L’Igad est le principal moteur de ce que nous souhaitons collectivement pour la région : la paix, une meilleure intégration économique et sociale entre les États membres, et l’ambition pour notre région de constituer une pierre angulaire de l’édifice africain.

En mars dernier, le président Ismaïl Omar Guelleh déclarait dans nos colonnes qu’aucune amélioration n’avait eu lieu entre lui et son homologue Issayas Afeworki. Le ministre érythréen des Affaires étrangères était présent à Djibouti pour le sommet de l’Igad. Les relations bilatérales ont-elles évolué ?

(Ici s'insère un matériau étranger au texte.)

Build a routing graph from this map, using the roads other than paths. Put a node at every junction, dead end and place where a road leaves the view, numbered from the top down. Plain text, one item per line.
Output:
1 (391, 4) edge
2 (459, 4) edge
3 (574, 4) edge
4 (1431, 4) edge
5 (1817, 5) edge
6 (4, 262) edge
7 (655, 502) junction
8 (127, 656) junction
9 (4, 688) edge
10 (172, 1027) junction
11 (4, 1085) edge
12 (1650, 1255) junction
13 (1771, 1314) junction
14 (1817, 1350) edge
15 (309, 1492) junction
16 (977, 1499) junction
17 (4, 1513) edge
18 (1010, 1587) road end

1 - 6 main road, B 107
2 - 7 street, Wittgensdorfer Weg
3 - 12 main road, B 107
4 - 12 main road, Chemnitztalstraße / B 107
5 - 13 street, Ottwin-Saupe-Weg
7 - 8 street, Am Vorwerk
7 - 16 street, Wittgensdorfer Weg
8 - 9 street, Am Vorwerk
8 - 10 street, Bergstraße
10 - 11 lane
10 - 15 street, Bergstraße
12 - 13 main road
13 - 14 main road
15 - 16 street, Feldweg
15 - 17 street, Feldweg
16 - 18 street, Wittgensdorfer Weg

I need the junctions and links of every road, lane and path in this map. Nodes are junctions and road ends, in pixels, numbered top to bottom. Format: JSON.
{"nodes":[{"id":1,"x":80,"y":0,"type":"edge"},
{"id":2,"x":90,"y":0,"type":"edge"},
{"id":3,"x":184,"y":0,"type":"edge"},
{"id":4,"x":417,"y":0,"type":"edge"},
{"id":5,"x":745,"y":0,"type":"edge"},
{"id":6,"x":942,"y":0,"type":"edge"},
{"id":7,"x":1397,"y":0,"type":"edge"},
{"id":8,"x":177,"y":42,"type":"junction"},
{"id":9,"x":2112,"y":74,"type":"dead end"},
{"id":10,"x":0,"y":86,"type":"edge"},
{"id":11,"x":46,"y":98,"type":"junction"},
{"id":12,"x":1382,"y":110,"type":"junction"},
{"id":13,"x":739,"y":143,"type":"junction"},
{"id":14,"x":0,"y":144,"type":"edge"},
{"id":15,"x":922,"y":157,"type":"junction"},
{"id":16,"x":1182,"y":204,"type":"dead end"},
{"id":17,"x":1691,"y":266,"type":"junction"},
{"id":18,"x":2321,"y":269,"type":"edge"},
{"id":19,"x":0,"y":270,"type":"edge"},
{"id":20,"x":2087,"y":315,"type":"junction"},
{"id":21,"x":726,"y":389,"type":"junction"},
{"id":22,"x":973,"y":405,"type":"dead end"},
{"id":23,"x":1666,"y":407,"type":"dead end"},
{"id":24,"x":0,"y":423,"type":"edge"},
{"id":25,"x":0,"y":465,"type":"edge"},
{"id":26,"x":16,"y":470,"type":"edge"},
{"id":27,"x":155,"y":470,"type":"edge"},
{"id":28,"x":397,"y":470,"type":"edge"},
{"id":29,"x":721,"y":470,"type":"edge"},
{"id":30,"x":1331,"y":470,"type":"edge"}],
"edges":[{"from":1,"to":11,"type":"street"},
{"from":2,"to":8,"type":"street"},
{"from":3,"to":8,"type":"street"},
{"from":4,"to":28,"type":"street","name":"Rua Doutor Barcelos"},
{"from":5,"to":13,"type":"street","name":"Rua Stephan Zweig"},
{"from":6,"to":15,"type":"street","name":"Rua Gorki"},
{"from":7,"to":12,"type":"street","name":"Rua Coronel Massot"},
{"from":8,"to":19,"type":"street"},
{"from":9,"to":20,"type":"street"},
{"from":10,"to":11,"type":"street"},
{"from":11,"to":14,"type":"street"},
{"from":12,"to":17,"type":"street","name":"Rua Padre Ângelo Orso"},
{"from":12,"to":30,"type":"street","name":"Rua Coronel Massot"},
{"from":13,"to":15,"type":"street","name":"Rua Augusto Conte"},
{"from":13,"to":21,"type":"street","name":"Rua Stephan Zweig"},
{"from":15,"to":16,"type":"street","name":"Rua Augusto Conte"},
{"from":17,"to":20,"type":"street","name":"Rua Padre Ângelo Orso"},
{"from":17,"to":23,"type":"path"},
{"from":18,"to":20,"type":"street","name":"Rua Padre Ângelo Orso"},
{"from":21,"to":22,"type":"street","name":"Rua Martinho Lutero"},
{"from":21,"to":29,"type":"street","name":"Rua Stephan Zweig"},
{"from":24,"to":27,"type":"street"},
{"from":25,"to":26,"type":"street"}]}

Non, elles sont au point mort. Mais nous faisons la part des choses. L’Igad est une organisation intergouvernementale qui appartient à tous les États membres et, à ce titre, l’Érythrée est dans son plein droit de participer aux réunions, que celles-ci se tiennent à Djibouti ou ailleurs. Mais sur le plan bilatéral, il n’y a aucune avancée et aucun progrès depuis trois ans.

Avez-vous échangé avec votre homologue érythréen lors du sommet ?

Nous échangeons toujours, mais le blocage vient de leur côté, et jamais du nôtre. Nous avons fait à chaque fois le premier pas. Djibouti est connu pour être un pays de paix, en faveur du bon voisinage, toujours cohérent dans sa politique étrangère. Le monde sait qui fait les efforts vis-à-vis des autres et qui ne les fait pas.